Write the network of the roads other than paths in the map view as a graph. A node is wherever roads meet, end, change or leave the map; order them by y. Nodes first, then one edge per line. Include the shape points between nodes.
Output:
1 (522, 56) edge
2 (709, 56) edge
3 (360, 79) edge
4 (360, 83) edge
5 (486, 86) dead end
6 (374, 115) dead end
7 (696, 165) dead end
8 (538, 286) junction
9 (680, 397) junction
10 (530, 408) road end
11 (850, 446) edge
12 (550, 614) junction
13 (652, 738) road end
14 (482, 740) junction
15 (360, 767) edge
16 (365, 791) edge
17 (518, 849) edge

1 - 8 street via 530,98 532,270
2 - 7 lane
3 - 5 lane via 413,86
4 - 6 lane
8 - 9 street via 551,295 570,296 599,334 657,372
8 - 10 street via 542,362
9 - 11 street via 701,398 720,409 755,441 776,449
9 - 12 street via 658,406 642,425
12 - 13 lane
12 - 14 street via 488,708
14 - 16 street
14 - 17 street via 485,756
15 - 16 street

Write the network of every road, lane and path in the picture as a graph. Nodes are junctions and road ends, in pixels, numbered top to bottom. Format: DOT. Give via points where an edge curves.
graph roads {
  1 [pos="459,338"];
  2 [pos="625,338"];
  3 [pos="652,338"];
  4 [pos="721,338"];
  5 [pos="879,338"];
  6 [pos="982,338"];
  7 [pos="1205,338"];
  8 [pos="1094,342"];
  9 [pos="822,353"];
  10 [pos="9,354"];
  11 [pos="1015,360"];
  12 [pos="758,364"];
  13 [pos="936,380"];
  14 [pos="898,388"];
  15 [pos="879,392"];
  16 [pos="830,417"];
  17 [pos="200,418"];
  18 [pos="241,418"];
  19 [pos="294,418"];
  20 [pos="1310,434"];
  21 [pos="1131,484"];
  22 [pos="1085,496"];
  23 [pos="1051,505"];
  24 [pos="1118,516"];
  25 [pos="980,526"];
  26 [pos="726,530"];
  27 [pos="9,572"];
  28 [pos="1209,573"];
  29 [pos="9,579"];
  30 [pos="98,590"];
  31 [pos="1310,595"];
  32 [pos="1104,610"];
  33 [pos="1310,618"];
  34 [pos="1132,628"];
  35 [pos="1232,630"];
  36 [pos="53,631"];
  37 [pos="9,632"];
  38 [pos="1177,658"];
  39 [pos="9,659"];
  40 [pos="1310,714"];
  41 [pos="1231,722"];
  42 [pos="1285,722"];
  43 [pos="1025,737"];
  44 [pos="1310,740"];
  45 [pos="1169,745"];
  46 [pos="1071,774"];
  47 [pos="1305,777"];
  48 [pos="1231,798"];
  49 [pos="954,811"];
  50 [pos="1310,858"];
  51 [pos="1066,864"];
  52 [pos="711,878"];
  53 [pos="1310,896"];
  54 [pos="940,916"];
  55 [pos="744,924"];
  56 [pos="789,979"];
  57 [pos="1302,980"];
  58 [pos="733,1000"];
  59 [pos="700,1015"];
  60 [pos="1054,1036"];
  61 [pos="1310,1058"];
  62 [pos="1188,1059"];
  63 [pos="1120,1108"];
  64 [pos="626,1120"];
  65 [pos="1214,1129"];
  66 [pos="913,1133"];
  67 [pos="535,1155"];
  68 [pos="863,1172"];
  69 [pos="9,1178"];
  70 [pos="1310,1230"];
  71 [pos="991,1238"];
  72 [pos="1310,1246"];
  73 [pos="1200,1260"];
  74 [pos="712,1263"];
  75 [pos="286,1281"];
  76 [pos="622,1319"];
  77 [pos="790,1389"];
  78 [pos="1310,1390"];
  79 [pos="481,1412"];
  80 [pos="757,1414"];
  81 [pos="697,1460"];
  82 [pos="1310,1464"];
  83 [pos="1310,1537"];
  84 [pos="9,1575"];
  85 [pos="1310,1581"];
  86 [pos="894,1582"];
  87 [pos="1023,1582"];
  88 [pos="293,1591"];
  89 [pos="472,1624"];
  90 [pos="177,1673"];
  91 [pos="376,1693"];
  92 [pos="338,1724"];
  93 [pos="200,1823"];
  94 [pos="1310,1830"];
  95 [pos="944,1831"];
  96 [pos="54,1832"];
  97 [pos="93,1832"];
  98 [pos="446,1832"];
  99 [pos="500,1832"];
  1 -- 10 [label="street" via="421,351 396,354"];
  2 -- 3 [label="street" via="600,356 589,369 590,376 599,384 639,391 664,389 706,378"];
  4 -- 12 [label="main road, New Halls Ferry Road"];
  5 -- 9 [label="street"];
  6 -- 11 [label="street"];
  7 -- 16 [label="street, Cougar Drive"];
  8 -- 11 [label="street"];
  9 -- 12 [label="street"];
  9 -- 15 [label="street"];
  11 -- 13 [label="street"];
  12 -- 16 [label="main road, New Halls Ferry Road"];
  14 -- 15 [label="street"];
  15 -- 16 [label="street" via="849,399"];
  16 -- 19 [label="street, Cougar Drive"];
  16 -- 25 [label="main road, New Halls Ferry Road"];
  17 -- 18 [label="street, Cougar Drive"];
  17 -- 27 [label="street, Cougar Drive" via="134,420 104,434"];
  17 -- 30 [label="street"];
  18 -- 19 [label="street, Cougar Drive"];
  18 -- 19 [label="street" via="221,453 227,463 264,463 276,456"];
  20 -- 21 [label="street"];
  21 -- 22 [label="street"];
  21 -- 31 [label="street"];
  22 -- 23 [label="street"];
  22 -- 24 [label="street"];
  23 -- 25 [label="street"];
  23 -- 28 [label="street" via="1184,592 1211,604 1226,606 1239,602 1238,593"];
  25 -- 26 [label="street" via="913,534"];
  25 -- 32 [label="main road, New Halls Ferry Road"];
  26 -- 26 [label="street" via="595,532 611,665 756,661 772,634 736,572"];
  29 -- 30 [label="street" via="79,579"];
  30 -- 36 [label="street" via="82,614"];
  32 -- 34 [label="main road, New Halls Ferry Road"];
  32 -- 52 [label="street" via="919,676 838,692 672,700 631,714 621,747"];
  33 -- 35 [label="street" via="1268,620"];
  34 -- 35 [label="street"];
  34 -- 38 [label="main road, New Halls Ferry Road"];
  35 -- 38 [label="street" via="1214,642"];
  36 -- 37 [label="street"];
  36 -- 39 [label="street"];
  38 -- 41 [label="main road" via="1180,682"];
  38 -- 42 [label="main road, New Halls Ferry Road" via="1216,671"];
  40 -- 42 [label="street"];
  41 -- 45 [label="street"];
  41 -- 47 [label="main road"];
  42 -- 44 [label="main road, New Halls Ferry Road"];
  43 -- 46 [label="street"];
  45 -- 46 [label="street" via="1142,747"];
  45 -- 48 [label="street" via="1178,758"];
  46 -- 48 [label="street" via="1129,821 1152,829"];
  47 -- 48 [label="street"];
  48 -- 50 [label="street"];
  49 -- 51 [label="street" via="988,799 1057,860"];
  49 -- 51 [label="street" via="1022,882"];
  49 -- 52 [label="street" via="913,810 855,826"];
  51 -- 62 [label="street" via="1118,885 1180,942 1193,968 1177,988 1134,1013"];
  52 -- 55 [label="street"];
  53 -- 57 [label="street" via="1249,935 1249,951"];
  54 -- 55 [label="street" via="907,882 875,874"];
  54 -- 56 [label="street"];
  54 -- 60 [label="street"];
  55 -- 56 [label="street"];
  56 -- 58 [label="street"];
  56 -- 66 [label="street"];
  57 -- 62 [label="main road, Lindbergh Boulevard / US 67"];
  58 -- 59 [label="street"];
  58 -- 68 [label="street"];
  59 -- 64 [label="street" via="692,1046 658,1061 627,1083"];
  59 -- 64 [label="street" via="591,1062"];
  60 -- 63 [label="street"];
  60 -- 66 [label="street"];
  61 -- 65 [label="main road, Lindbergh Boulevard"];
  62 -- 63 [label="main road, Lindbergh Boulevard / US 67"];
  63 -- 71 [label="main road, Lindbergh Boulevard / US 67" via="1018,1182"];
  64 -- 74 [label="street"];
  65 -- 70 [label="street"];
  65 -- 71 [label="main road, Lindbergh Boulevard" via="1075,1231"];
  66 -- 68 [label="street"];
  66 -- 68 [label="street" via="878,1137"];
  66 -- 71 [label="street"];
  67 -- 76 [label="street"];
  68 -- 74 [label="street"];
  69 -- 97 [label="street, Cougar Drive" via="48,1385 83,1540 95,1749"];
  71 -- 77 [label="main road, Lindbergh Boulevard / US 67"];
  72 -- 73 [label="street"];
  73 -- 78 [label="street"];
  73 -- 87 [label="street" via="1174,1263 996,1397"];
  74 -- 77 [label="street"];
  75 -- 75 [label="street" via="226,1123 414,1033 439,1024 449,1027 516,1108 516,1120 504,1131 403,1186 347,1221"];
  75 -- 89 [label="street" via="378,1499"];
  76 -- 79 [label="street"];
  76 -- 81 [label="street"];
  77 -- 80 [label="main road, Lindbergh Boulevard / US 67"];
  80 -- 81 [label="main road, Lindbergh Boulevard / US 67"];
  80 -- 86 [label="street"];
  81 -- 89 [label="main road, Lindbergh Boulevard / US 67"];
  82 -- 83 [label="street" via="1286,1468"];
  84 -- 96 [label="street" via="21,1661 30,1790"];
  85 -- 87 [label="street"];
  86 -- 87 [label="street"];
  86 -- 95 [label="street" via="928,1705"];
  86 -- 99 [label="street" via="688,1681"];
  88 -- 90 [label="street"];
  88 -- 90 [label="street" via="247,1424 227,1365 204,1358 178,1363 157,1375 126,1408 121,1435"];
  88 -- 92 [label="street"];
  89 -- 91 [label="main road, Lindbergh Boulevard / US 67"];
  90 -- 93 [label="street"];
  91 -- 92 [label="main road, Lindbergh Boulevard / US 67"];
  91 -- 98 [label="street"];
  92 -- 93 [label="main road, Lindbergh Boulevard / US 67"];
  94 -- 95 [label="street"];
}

* * * * *

**PROBLEM DETAILS:** Show every line in the listing above that carries the word "points".

**SOLUTION:**
Write the network of the roads other than paths in the map view as a graph. A node is wherever roads meet, end, change or leave the map; order them by y. Nodes first, then one edge per line. Include the shape points between nodes.
Write the network of every road, lane and path in the picture as a graph. Nodes are junctions and road ends, in pixels, numbered top to bottom. Format: DOT. Give via points where an edge curves.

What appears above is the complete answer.